A Zinger to IRS: Revisiting Artistes And Sportsmen Treaty Provisions
The recent Tax Court case of Garcia v. Commissioner,1 which dealt with the taxation of a nonresident alien (NRA) golfer’s endorsement income, has drawn much attention. Although the Tax Court increased the taxpayer’s U.S. federal income tax liability over what he had reported on his return, the decision has nonetheless dealt a devastating blow to the IRS’s aggressive rulings and litigating position on the scope of the ‘‘Artistes and Sportsmen’’ article2 of the income tax treaties to which the United States is a party.

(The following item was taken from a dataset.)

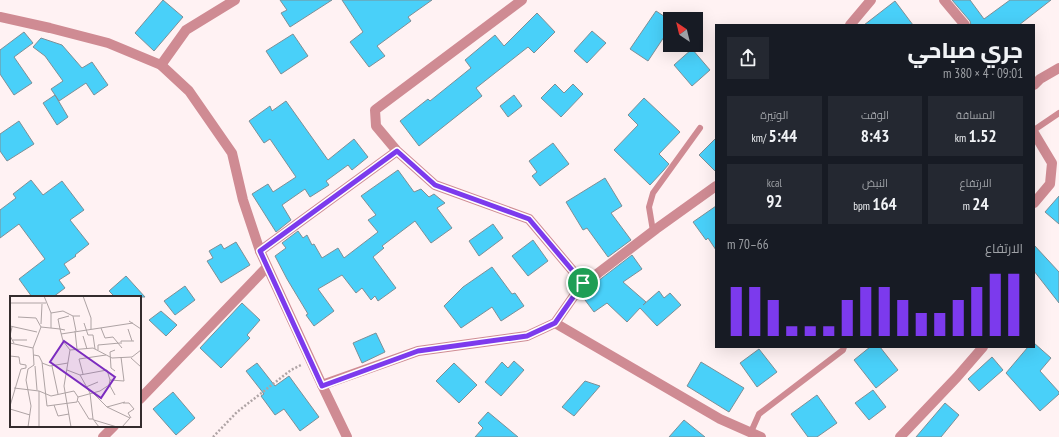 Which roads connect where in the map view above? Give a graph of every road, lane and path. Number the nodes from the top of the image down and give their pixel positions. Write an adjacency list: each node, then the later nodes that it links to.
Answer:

This report focuses on two key aspects of Garcia: (1) the classification of an athlete’s endorsement income as royalty income rather than services income; and (2) the taxability of that royalty income under an ‘‘Artistes and Sportsmen’’ treaty provision. It does not address the method for allocating an athlete’s endorsement income between services income and royalty income, which was another issue in Garcia.
This report summarizes the U.S. federal income taxation of NRA athletes before turning to the relevant portions of Garcia. It argues that while the Tax Court’s stated rationale for rejecting the IRS’s position is undoubtedly correct, there is a more fundamental structural reason for why the IRS’s position is untenable.